··· Provided data ···

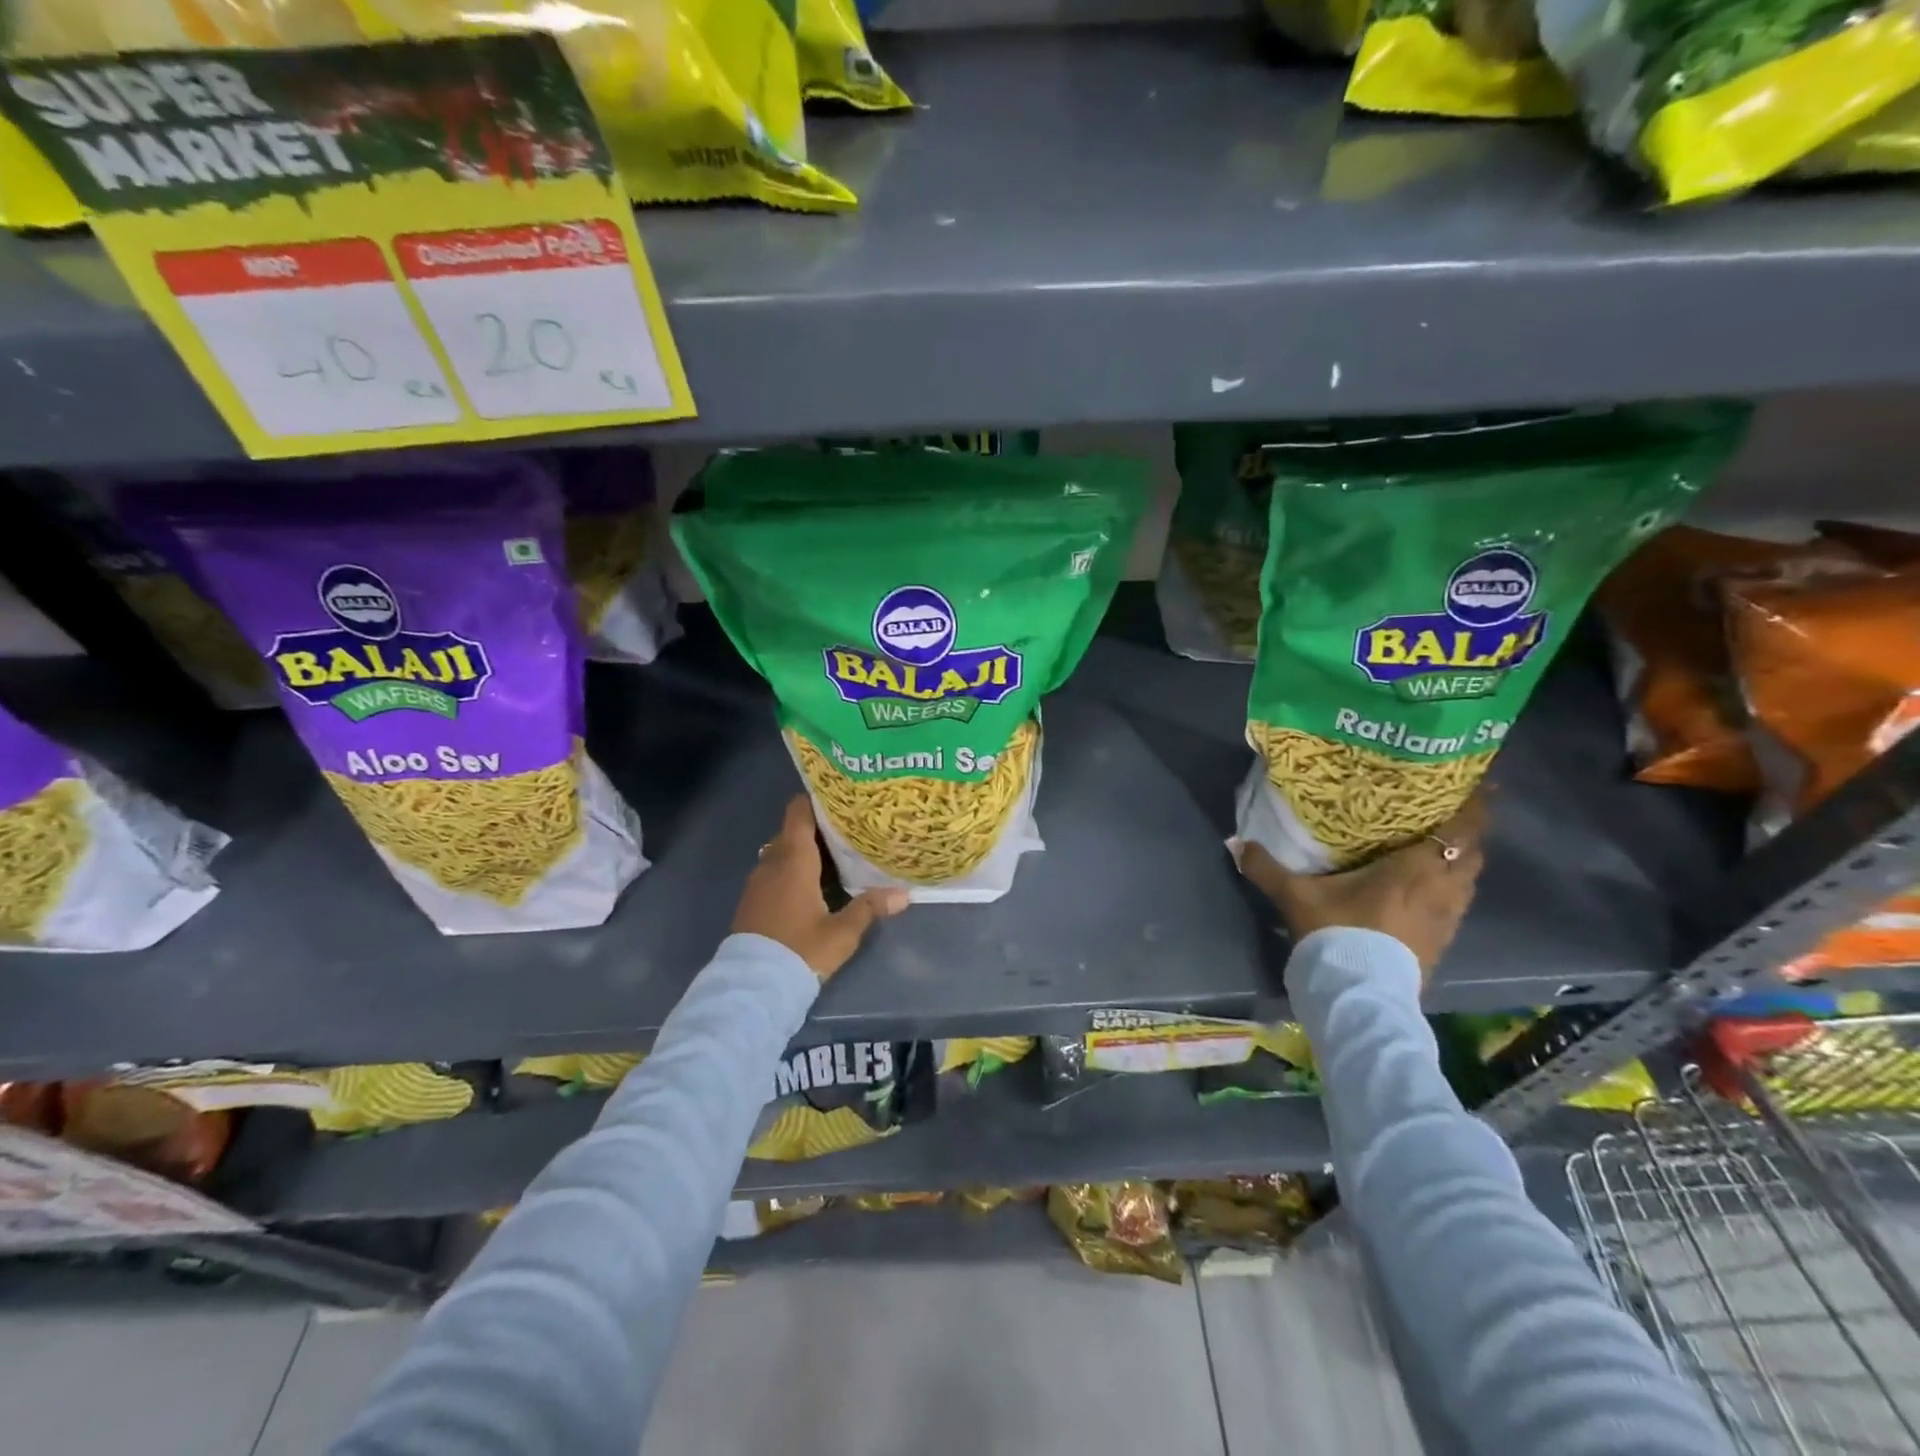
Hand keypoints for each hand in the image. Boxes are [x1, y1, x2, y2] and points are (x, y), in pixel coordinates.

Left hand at [732, 796, 908, 979]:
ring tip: (834, 855)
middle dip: (817, 828)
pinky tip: (811, 884)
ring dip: (803, 851)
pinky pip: (773, 871)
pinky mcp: (751, 900)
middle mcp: (772, 863)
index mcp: (793, 861)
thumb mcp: (842, 933)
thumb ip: (870, 908)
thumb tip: (904, 894)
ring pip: (782, 852)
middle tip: (848, 829)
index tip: (839, 799)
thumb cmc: (800, 950)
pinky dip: (790, 869)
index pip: (798, 813)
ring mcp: (757, 882)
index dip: (816, 801)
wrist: (753, 985)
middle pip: (792, 831)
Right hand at [1230, 790, 1488, 975]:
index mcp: (1416, 870)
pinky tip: (1430, 892)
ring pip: (1468, 882)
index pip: (1460, 831)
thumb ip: (1267, 868)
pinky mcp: (1442, 944)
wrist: (1359, 994)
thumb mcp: (1296, 896)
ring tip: (1443, 849)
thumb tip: (1235, 842)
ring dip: (1461, 863)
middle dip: (1469, 833)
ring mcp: (1447, 920)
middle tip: (1453, 813)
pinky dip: (1451, 890)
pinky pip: (1457, 906)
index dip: (1474, 807)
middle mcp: (1442, 890)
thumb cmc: (1338, 933)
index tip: (1480, 786)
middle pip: (1473, 854)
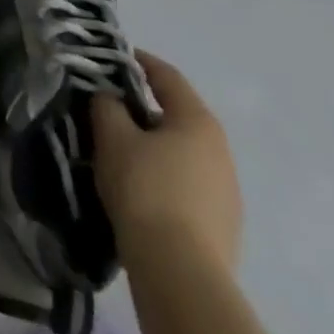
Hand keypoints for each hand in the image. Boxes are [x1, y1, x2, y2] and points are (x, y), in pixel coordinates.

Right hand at [92, 51, 241, 271]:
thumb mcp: (113, 136)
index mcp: (198, 121)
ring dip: (152, 146)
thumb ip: (106, 105)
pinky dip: (163, 177)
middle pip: (176, 116)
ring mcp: (227, 192)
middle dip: (140, 109)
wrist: (181, 275)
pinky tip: (139, 191)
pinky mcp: (222, 226)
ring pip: (181, 153)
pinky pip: (186, 185)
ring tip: (118, 152)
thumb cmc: (145, 189)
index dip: (138, 61)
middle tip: (106, 109)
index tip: (111, 59)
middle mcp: (221, 151)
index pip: (167, 76)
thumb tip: (108, 96)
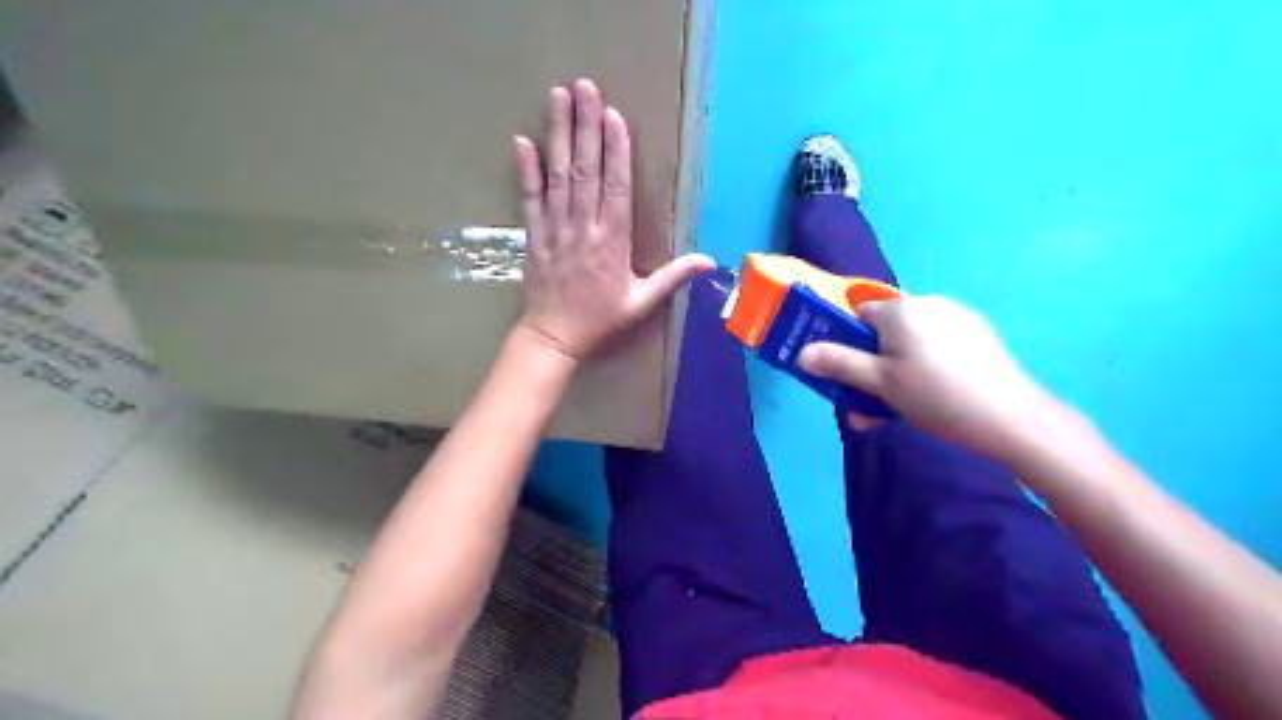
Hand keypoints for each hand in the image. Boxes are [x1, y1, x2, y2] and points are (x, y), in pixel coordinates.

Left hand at [513, 78, 716, 360]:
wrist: (554, 339)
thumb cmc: (600, 321)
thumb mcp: (642, 304)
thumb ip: (673, 278)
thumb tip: (710, 261)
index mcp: (612, 242)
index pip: (616, 188)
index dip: (616, 151)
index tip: (614, 116)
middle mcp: (583, 228)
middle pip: (586, 171)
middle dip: (586, 127)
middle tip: (585, 87)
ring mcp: (555, 230)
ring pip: (558, 177)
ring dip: (558, 136)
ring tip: (558, 98)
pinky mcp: (533, 236)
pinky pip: (530, 199)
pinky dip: (526, 171)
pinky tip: (522, 141)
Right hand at [797, 295, 1050, 459]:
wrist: (1011, 417)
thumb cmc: (935, 396)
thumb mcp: (880, 384)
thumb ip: (839, 364)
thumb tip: (802, 353)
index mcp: (900, 309)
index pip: (859, 315)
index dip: (849, 344)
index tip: (852, 375)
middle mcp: (928, 303)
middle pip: (886, 330)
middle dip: (874, 363)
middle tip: (875, 400)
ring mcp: (958, 316)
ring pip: (912, 340)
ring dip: (899, 367)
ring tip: (905, 405)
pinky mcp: (979, 334)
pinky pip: (938, 344)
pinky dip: (927, 364)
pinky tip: (937, 393)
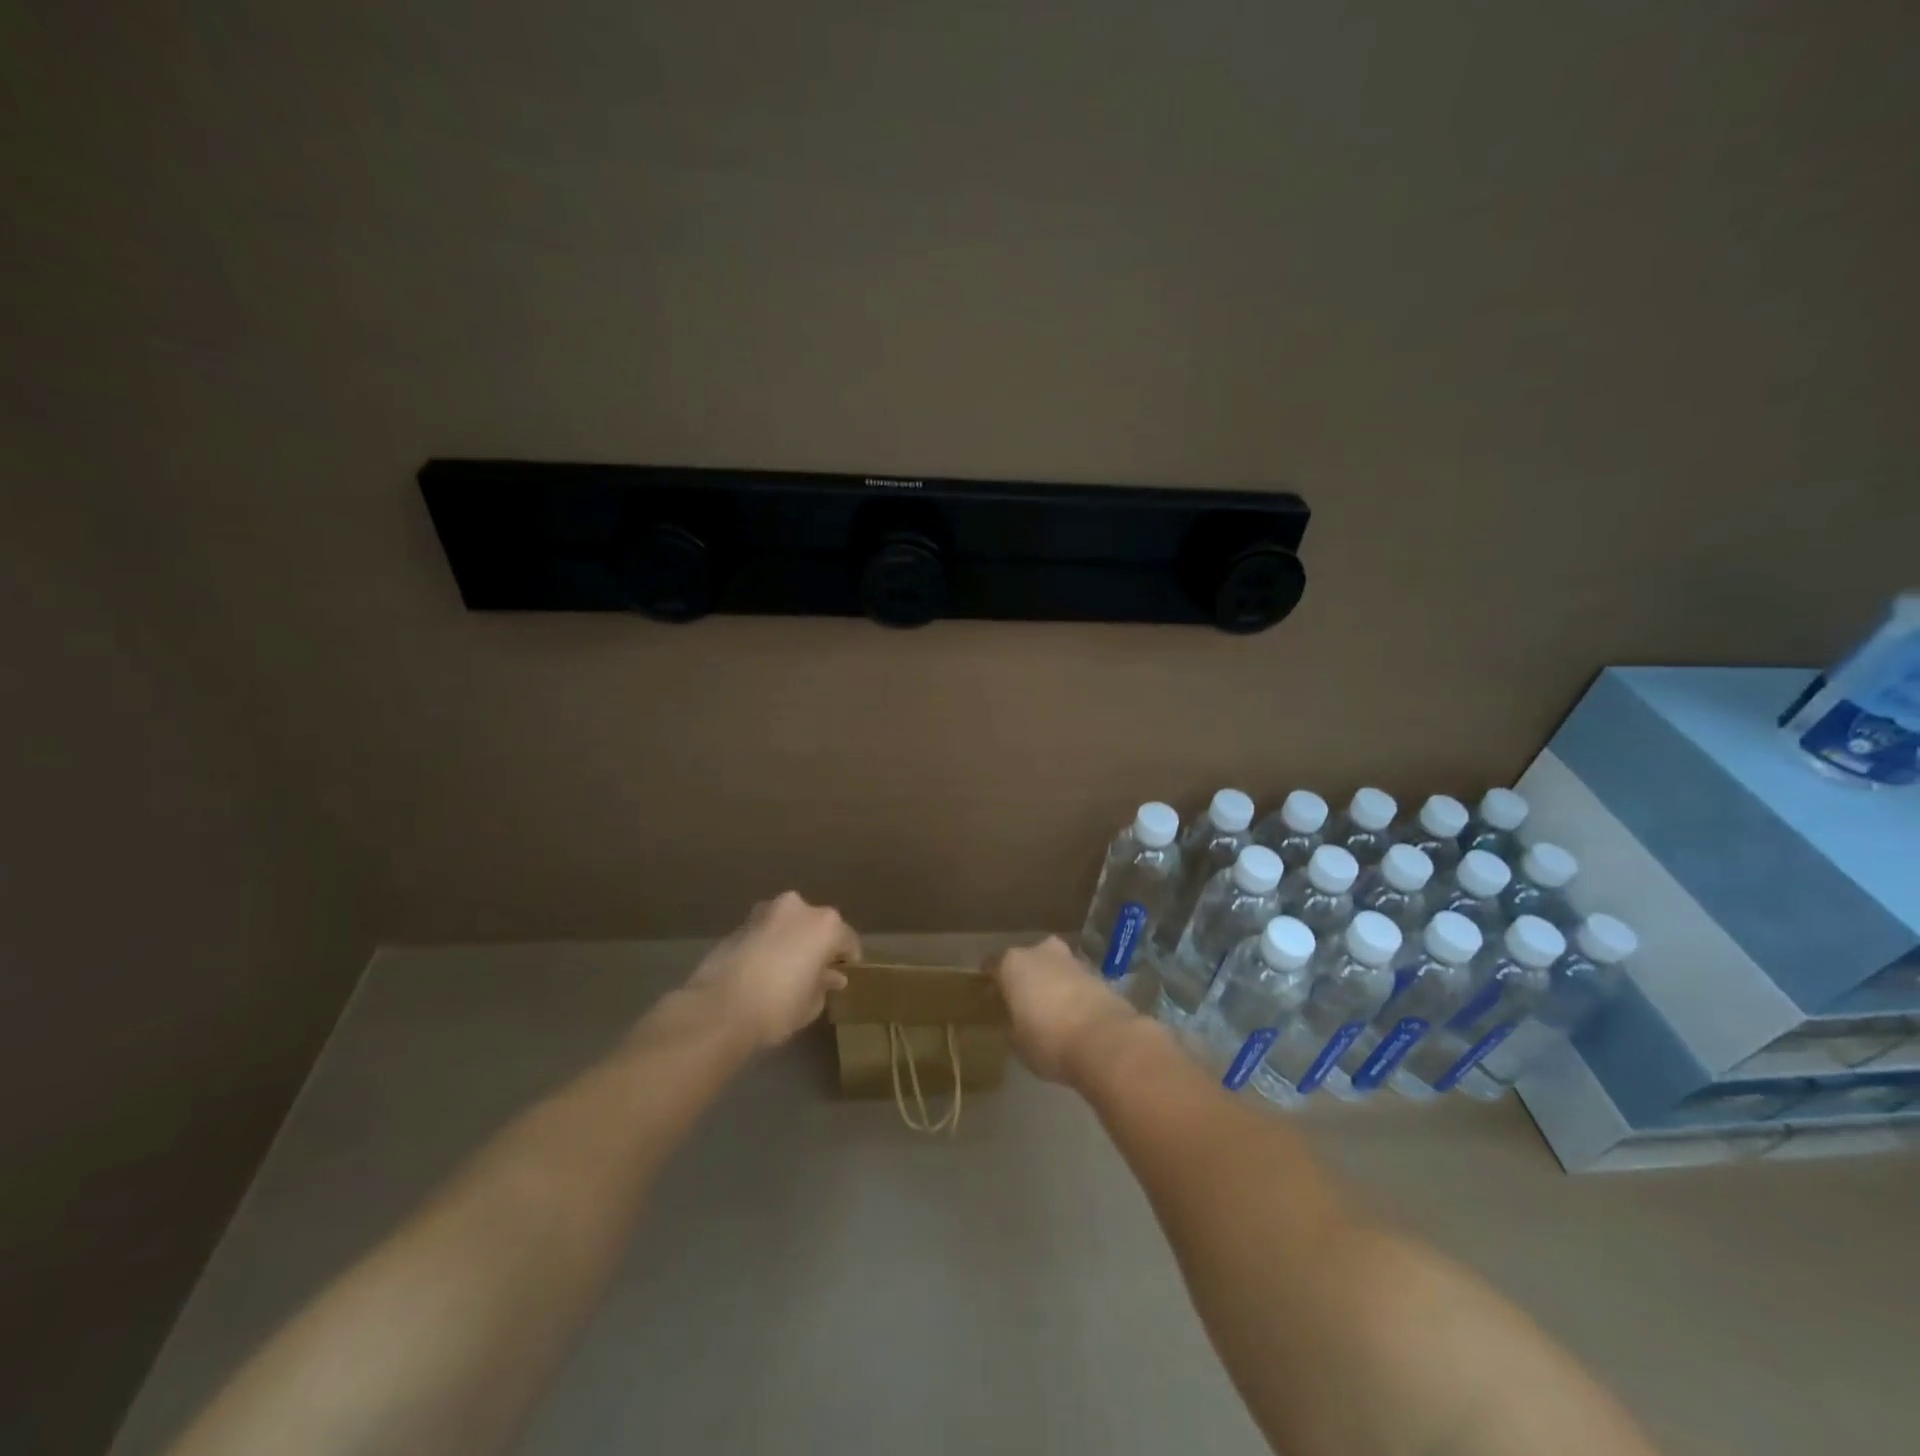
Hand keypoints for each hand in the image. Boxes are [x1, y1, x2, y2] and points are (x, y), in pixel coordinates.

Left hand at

···

__Assigned task__: What I need is every record written out exactly, minus the pictures.

__Reply__:
Hand keypoints for each hand in the image. Boxes are [x1, y1, x2, y2] and points are (x, y), in pixel coordinates.

Left hand at [732, 796, 908, 979]:
ring tip: (834, 855)
middle dip: (817, 828)
pinky tip: (811, 884)
ring dip: (803, 851)
pinky pip: (773, 871)
pinky mcp: (751, 900)
middle mcp: (772, 863)
index mcp: (793, 861)
thumb mcp: (842, 933)
thumb ip: (870, 908)
thumb tip: (904, 894)
ring pip: (782, 852)
middle tip: (848, 829)
index tip: (839, 799)
thumb cmc: (800, 950)
pinky dip: (790, 869)
index pip: (798, 813)
ring mcp: (757, 882)
index dip: (816, 801)
wrist: (753, 985)
middle pip: (792, 831)
Right hand at [1230, 790, 1488, 975]:
index mcp: (1416, 870)
pinky tip: (1430, 892)
ring pip: (1468, 882)
index pip: (1460, 831)
thumb ip: (1267, 868)
pinky mcp: (1442, 944)
wrist: (1359, 994)
thumb mcp: (1296, 896)
ring tip: (1443, 849)
thumb tip: (1235, 842)
ring dip: (1461, 863)
middle dip: (1469, 833)
ring mcp: (1447, 920)
middle tip: (1453, 813)
pinky dip: (1451, 890)
pinky pip: (1457, 906)
index dip: (1474, 807)
middle mcp: (1442, 890)
thumb cmc: (1338, 933)
index tip: (1480, 786)
middle pip: (1473, 854)
Hand keypoints for each hand in the image. Boxes are [x1, y1, x2, y2] and points are (x, y), in pixel coordinates.

Right hand at [92, 51, 241, 271]:
thumb mcp: (113, 136)
index mcp: (198, 121)
ring dip: (152, 146)
thumb ip: (106, 105)
pinky dip: (163, 177)
middle pip: (176, 116)
ring mcp: (227, 192)
middle dip: (140, 109)
wrist: (181, 275)
pinky tip: (139, 191)
pinky mcp: (222, 226)
ring pip: (181, 153)
pinky pip: (186, 185)
ring tip: (118, 152)
thumb cmc: (145, 189)
index dip: (138, 61)
middle tip: (106, 109)
index tip: (111, 59)
middle mcp: (221, 151)
index pip: (167, 76)
thumb tip: (108, 96)
Hand keypoints for each hand in the image. Boxes are [x1, y1, x2, y2] and points are (x, y), in pixel coordinates.

Left hand at [513, 78, 716, 360]:
wrist: (554, 339)
thumb cmc: (600, 321)
thumb mcp: (642, 304)
thumb ip: (673, 278)
thumb tip: (710, 261)
index mcp: (612, 242)
index pip: (616, 188)
index dip: (616, 151)
index tip: (614, 116)
middle mcp: (583, 228)
middle pip: (586, 171)
middle dip: (586, 127)
middle tip: (585, 87)
ring mcp: (555, 230)
ring pip: (558, 177)
ring dip: (558, 136)
ring tip: (558, 98)
pinky mcp: (533, 236)
pinky pip: (530, 199)
pinky dip: (526, 171)
pinky tip: (522, 141)
Right hand at [797, 295, 1050, 459]:
wrist: (1011, 417)
thumb cmc: (935, 396)
thumb mcp: (880, 384)
thumb ip: (839, 364)
thumb tip: (802, 353)
index mcp: (900, 309)
index pip: (859, 315)
index dip: (849, 344)
index tip: (852, 375)
middle mcp: (928, 303)
middle pip: (886, 330)
middle dip: (874, 363)
middle tip: (875, 400)
ring mcp: (958, 316)
ring pip: (912, 340)
ring dip: (899, 367)
ring tip: (905, 405)
pinky mcp: (979, 334)
pinky pip: (938, 344)
pinky dip: (927, 364)
pinky tip: (937, 393)
Hand keypoints for each hand in the image. Boxes are [x1, y1, x2, y2] and points are (x, y), in pixel coordinates.

Left hand at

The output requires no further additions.